# Help picking a new dressage saddle



## Aimz (Jul 16, 2013)

Saddle shopping for a new, mid range leather dressage saddle, I'm in Australia so looking at $2000-3500 unmounted, (typically saddles are more expensive in aus)

I have a few saddles I've sat in and like but the test will be the fit and feel on Storm. I currently ride in a halfbreed (Aussie crossover) so they all feel odd and very light in the shop. 

Storm has big shoulders, short flat back, moderate wither and a wide barrel

My questions are:
dose anyone use any of these saddles/brands? 
How are they holding up to use? 
Any other suggestions? 

Trainers Jessica pro
Pessoa Adela 
Pessoa euro DL
Albion slk ultima 
Albion platinum SLK
Anky salinero 
Prestige Roma 


I don't like keiffer saddles(leather seams terrible for the price), my horse hates bates and stubben just doesn't work for me. 

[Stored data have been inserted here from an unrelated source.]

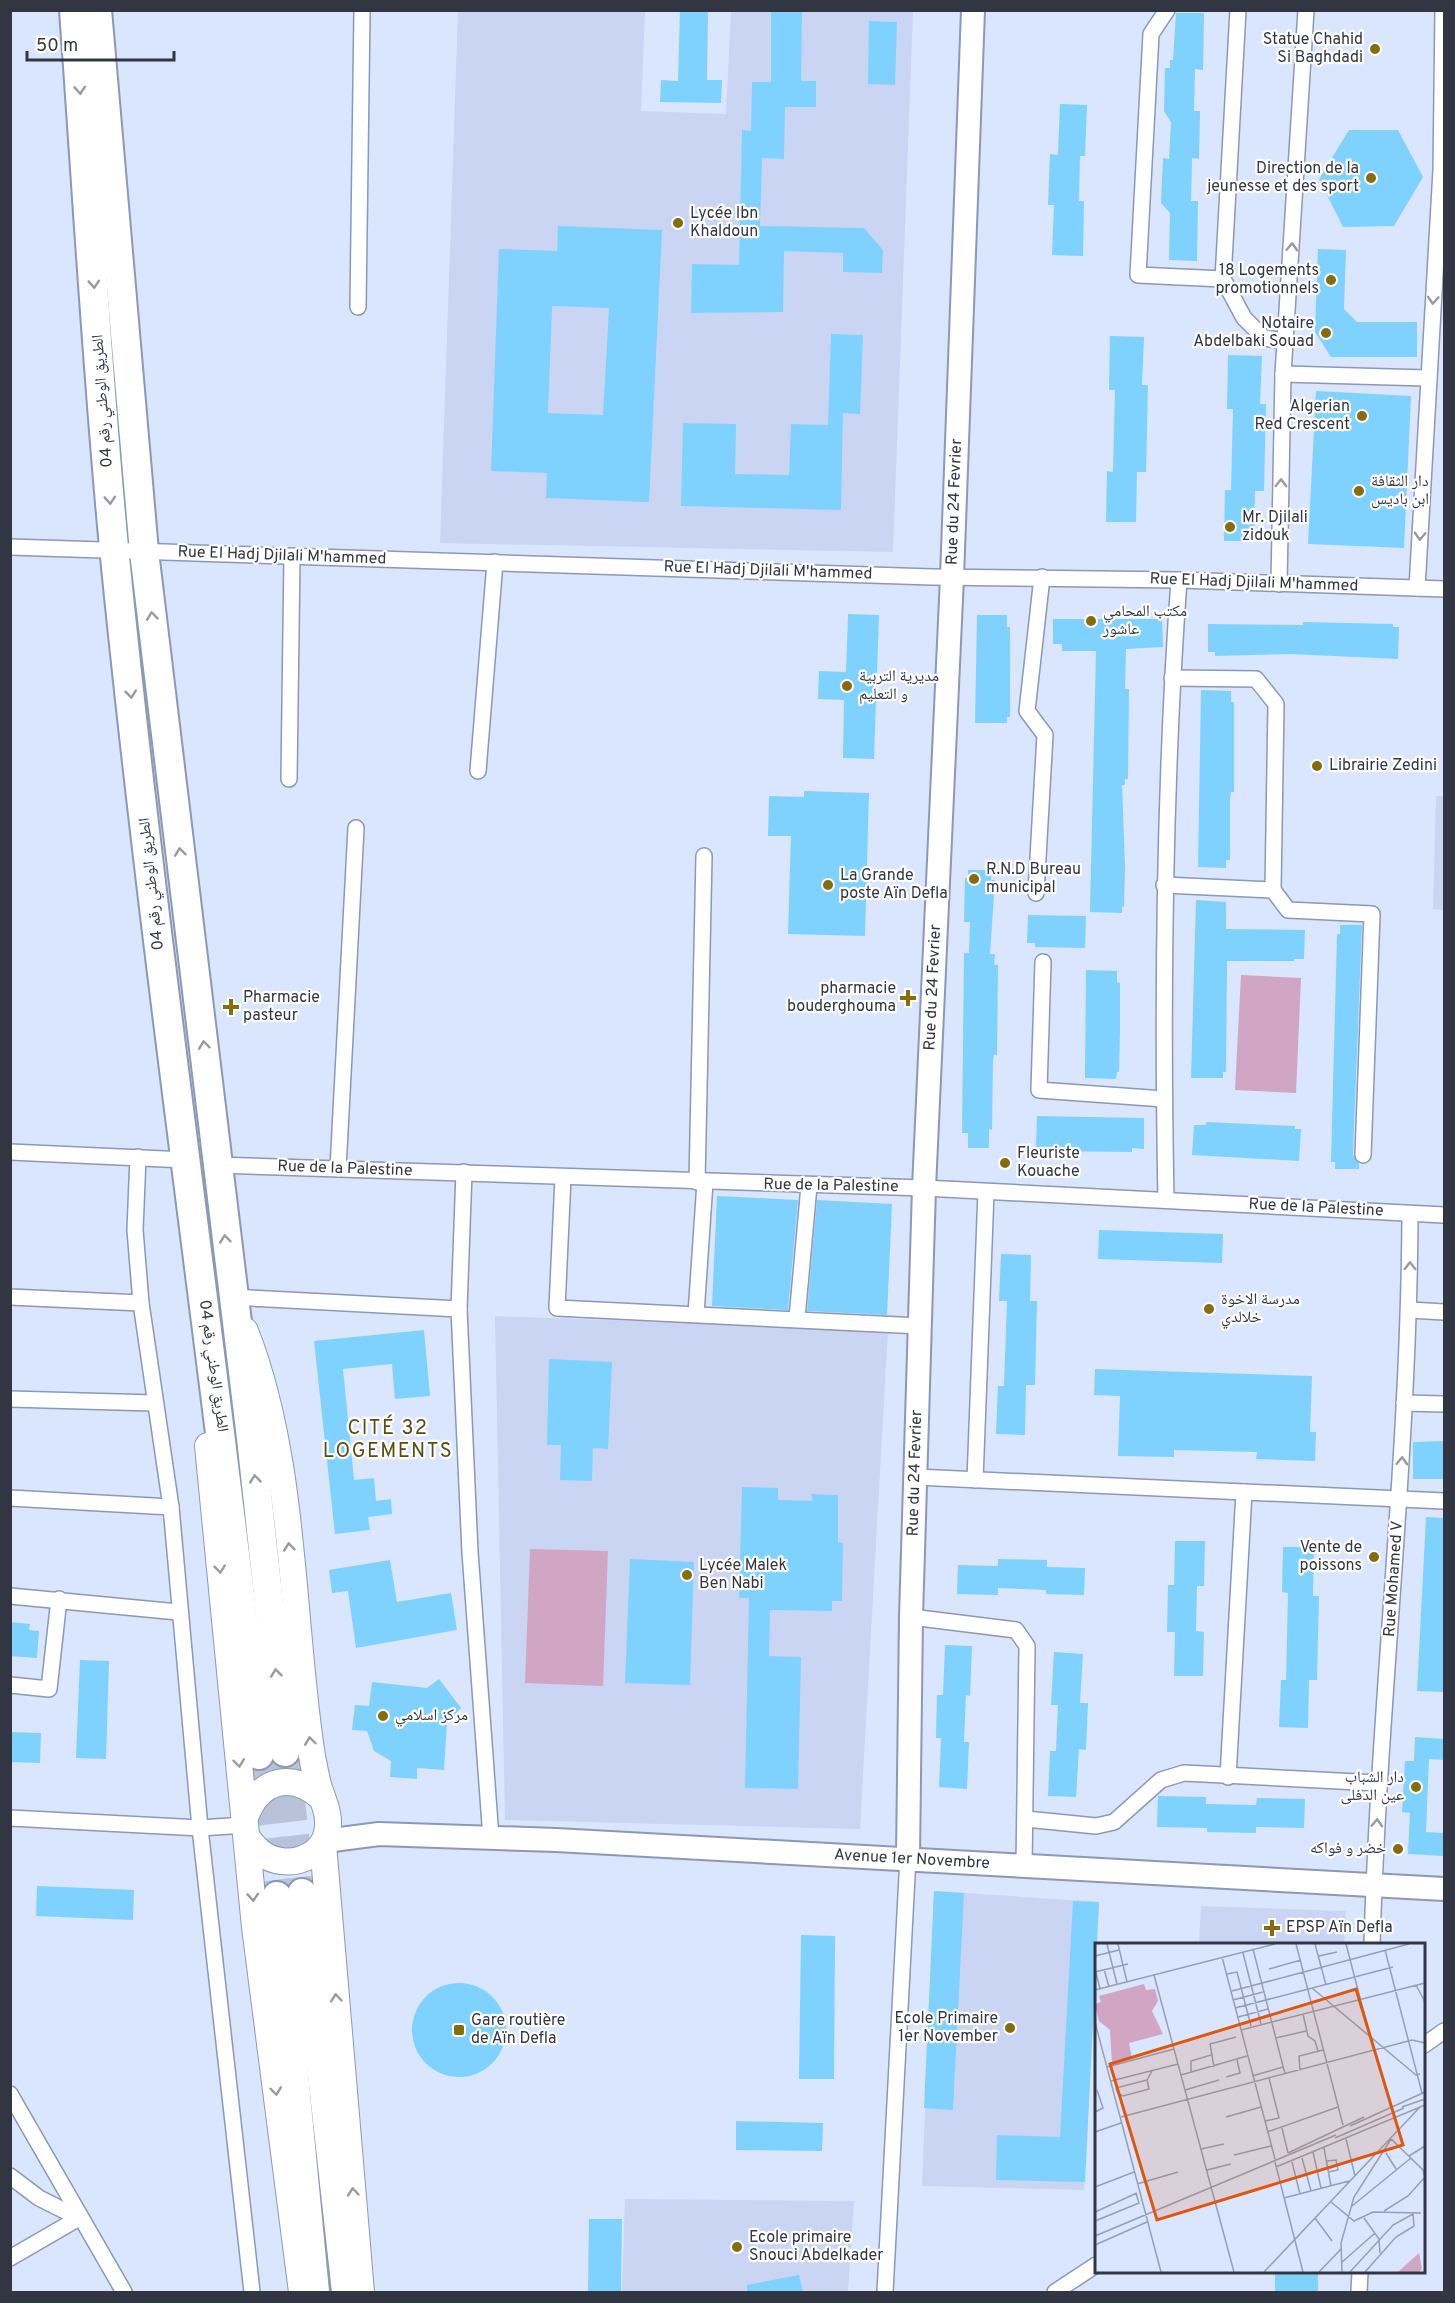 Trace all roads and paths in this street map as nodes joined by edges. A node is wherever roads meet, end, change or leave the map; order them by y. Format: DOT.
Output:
graph roads {
  1 [pos="74,10"];
  2 [pos="97,10"];
  3 [pos="362,10"];
  4 [pos="973,10"];
  5 [pos="1167,10"];
  6 [pos="1238,10"];
  7 [pos="1306,10"];
  8 [pos="1443,10"];
  9 [pos="1223,279"];
  10 [pos="358,307"];
  11 [pos="1286,341"];
  12 [pos="1283,374"];
  13 [pos="1427,378"];
  14 [pos="10,547"];
  15 [pos="103,551"];
  16 [pos="144,552"];
  17 [pos="292,556"];
  18 [pos="495,562"];
  19 [pos="952,577"];
  20 [pos="1042,577"];
  21 [pos="1179,579"];
  22 [pos="1279,584"];
  23 [pos="1417,588"];
  24 [pos="1444,589"];
  25 [pos="1172,678"];
  26 [pos="477,771"];
  27 [pos="289,778"];
  28 [pos="356,828"];
  29 [pos="704,856"];
  30 [pos="1164,885"];
  31 [pos="1273,890"];
  32 [pos="1036,893"];
  33 [pos="1043,963"];
  34 [pos="1164,1099"];
  35 [pos="10,1152"];
  36 [pos="1363,1155"];
  37 [pos="138,1157"];
  38 [pos="186,1160"];
  39 [pos="217,1165"];
  40 [pos="338,1169"];
  41 [pos="464,1172"];
  42 [pos="563,1177"];
  43 [pos="701,1182"];
  44 [pos="809,1186"];
  45 [pos="924,1188"];
  46 [pos="986,1192"];
  47 [pos="1166,1200"];
  48 [pos="1410,1214"];
  49 [pos="1444,1215"];
  50 [pos="199,1260"];
  51 [pos="10,1297"];
  52 [pos="232,1297"];
  53 [pos="141,1303"];
  54 [pos="459,1310"];
  55 [pos="1410,1310"];
  56 [pos="1444,1312"];
  57 [pos="696,1314"];
  58 [pos="797,1318"];
  59 [pos="920,1326"];
  60 [pos="10,1399"];
  61 [pos="154,1403"];
  62 [pos="1404,1403"];
  63 [pos="1444,1404"];
  64 [pos="916,1477"];
  65 [pos="975,1480"];
  66 [pos="1244,1492"];
  67 [pos="10,1498"];
  68 [pos="1400,1499"];
  69 [pos="1444,1501"];
  70 [pos="171,1508"];
  71 [pos="10,1596"];
  72 [pos="59,1599"];
  73 [pos="178,1612"];
  74 [pos="911,1617"];
  75 [pos="10,1684"];
  76 [pos="1228,1777"];
  77 [pos="1378,1783"];
  78 [pos="324,1803"];
  79 [pos="10,1818"];
  80 [pos="1026,1819"];
  81 [pos="246,1826"];
  82 [pos="200,1828"];
  83 [pos="379,1834"];
  84 [pos="491,1838"];
  85 [pos="324,1843"];
  86 [pos="908,1857"];
  87 [pos="1024,1867"];
  88 [pos="1374,1885"];
  89 [pos="1444,1889"];
  90 [pos="1372,1943"];
  91 [pos="1444,2031"];
  92 [pos="1425,2044"];
  93 [pos="10,2094"];
  94 [pos="10,2176"];
  95 [pos="79,2218"];
  96 [pos="10,2258"];
  97 [pos="1095,2266"];
  98 [pos="1360,2273"];
  99 [pos="124,2292"];
  100 [pos="252,2292"];
  101 [pos="302,2292"];
  102 [pos="315,2292"];
  103 [pos="346,2292"];
  104 [pos="361,2292"];
  105 [pos="885,2292"];
  106 [pos="1055,2292"];
  107 [pos="1359,2292"];
  1 -- 15 [label="highway, الطريق الوطني رقم 04, one-way"];
  2 -- 16 [label="highway, الطريق الوطني رقم 04"];
  3 -- 10 [label="street"];
  4 -- 19 [label="street, Rue du 24 Fevrier"];
  5 -- 9 [label="street"];
  6 -- 9 [label="street"];
  11 -- 7 [label="street, one-way"];
  8 -- 13 [label="street, one-way"];
  9 -- 11 [label="street"];
  11 -- 12 [label="street"];
  12 -- 13 [label="street"];
  22 -- 12 [label="street, one-way"];
  13 -- 23 [label="street, one-way"];
  14 -- 15 [label="street, Rue El Hadj Djilali M'hammed"];
  15 -- 16 [label="street, Rue El Hadj Djilali M'hammed"];
  15 -- 38 [label="highway, الطريق الوطني رقم 04, one-way"];
  16 -- 17 [label="street, Rue El Hadj Djilali M'hammed"];
  39 -- 16 [label="highway, الطريق الوطني رقم 04, one-way"];
  17 -- 18 [label="street, Rue El Hadj Djilali M'hammed"];
  17 -- 27 [label="street"];
  18 -- 19 [label="street, Rue El Hadj Djilali M'hammed"];
  18 -- 26 [label="street"];
  19 -- 20 [label="street, Rue El Hadj Djilali M'hammed"];
  19 -- 45 [label="street, Rue du 24 Fevrier"];
  20 -- 21 [label="street, Rue El Hadj Djilali M'hammed"];
  20 -- 32 [label="street"];
  21 -- 22 [label="street, Rue El Hadj Djilali M'hammed"];
  21 -- 25 [label="street"];
  22 -- 23 [label="street, Rue El Hadj Djilali M'hammed"];
  23 -- 24 [label="street, Rue El Hadj Djilali M'hammed"];
  25 -- 30 [label="street"];
  25 -- 31 [label="street"];
  28 -- 40 [label="street"];
  29 -- 43 [label="street"];
  30 -- 31 [label="street"];
  30 -- 34 [label="street"];
  31 -- 36 [label="street"];
  33 -- 34 [label="street"];
  34 -- 47 [label="street"];
  35 -- 37 [label="street"];
  37 -- 38 [label="street"];
  37 -- 53 [label="street"];
  38 -- 50 [label="highway, الطريق الوطني رقم 04"];
  39 -- 40 [label="street, Rue de la Palestine"];
  52 -- 39 [label="highway, الطريق الوطني رقم 04, one-way"];
  40 -- 41 [label="street, Rue de la Palestine"];
  41 -- 42 [label="street, Rue de la Palestine"];
  41 -- 54 [label="street"];
  42 -- 43 [label="street, Rue de la Palestine"];
  42 -- 57 [label="street"];
  43 -- 44 [label="street, Rue de la Palestine"];
  43 -- 57 [label="street"];
  44 -- 45 [label="street, Rue de la Palestine"];
  44 -- 58 [label="street"];
  45 -- 46 [label="street, Rue de la Palestine"];
  45 -- 59 [label="street, Rue du 24 Fevrier"];
  46 -- 47 [label="street, Rue de la Palestine"];
  46 -- 65 [label="street"];
  47 -- 48 [label="street, Rue de la Palestine"];
  48 -- 49 [label="street, Rue de la Palestine"];
  55 -- 48 [label="street, Rue Mohamed V, one-way"];
  50 -- 52 [label="highway, الطريق الوطني رقم 04, one-way"];
  50 -- 81 [label="main road, one-way"];
  51 -- 53 [label="street"];
  52 -- 54 [label="street"];
  78 -- 52 [label="main road, one-way"];
  53 -- 61 [label="street"];
  54 -- 84 [label="street"];
  55 -- 56 [label="street"];
  55 -- 62 [label="street, Rue Mohamed V"];
  57 -- 58 [label="street"];
  58 -- 59 [label="street"];
  59 -- 64 [label="street, Rue du 24 Fevrier"];
  60 -- 61 [label="street"];
  61 -- 70 [label="street"];
  62 -- 63 [label="street"];
  68 -- 62 [label="street, Rue Mohamed V, one-way"];
  64 -- 65 [label="street"];
  64 -- 74 [label="street, Rue du 24 Fevrier"];
  65 -- 66 [label="street"];
  66 -- 68 [label="street"];
  66 -- 76 [label="street"];
  67 -- 70 [label="street"];
  68 -- 69 [label="street"];
  68 -- 77 [label="street, Rue Mohamed V"];
  70 -- 73 [label="street"];
  71 -- 72 [label="street"];
  72 -- 73 [label="street"];
  72 -- 75 [label="street"];
  73 -- 82 [label="street"];
  74 -- 80 [label="street"];
  74 -- 86 [label="street, Rue du 24 Fevrier"];
  76 -- 77 [label="street"];
  76 -- 80 [label="street"];
  88 -- 77 [label="street, Rue Mohamed V, one-way"];
  78 -- 81 [label="main road"];
  78 -- 83 [label="street, Avenue 1er Novembre"];
  78 -- 85 [label="main road"];
  79 -- 82 [label="street"];
  80 -- 87 [label="street"];
  81 -- 82 [label="street"];
  81 -- 85 [label="main road"];
  81 -- 101 [label="main road, one-way"];
  82 -- 100 [label="street"];
  83 -- 84 [label="street, Avenue 1er Novembre"];
  83 -- 85 [label="street, Avenue 1er Novembre"];
  84 -- 86 [label="street, Avenue 1er Novembre"];
  104 -- 85 [label="main road, one-way"];
  86 -- 87 [label="street, Avenue 1er Novembre"];
  86 -- 105 [label="street"];
  87 -- 88 [label="street, Avenue 1er Novembre"];
  88 -- 89 [label="street, Avenue 1er Novembre"];
  88 -- 90 [label="street, Rue Mohamed V"];
  91 -- 92 [label="street"];
  93 -- 95 [label="street"];
  94 -- 95 [label="street"];
  95 -- 96 [label="street"];
  95 -- 99 [label="street"];
  97 -- 106 [label="street"];
  98 -- 107 [label="street"];
  102 -- 103 [label="highway"];
}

The fitter charges a $100 to come out with up to 8 saddles. And will fit them for the price (change gullet, flocking etc) if I purchase one
_Posted via Mobile Device_


----------



## elleng0728 (Oct 13, 2011)

I have an Albion SLK Ultima. Fabulous saddle and very comfortable. It is close contact however so if you have any back issues make sure you ride with a thinline pad to absorb any shock.


----------



## Saddlebag (Jan 17, 2011)

Google used dressage saddles. There's a website with plenty of used dressage saddles for sale. It gives you a chance to have a look at styles and quality. All the pics include the front view so you get the visual.


----------



## 6gun Kid (Feb 26, 2013)

In box my wife Palogal, she is always willing to help and sometimes has used ones on her website. But even if she doesn't she loves to saddle shop for people even if they are down under!


----------



## Equistar202 (Jul 5, 2013)

I have a horse at my barn that does dressage. He is one of the lesson horses. He uses the brand Horze items. They also have really pretty and cute dressage saddle pads too!


----------



## Tigo (Feb 25, 2012)

I second the Albion. I absolutely adore mine, it is incredibly comfortable and my horse loves it. It is by far the best saddle I've ever had. I love that it has a deep seat and the thigh blocks aren't stupidly huge. I think it is the SLK Platinum, but I don't remember off the top of my head. I would buy it again and I hope to upgrade to a custom Revelation in the next few years.
Prestige is also a very nice brand. I have ridden in a few and they have all been nice. They seem to hold up well to lots of use and also seem to fit a variety of horses. We have at least 5 different Prestige saddles in use at our barn used on just as many, or more, horses. 
Good luck on your saddle search!


----------



## Aimz (Jul 16, 2013)

Thanks everyone, 

I purchased my saddle yesterday, loxley (by bliss) dressage with a warmblood tree.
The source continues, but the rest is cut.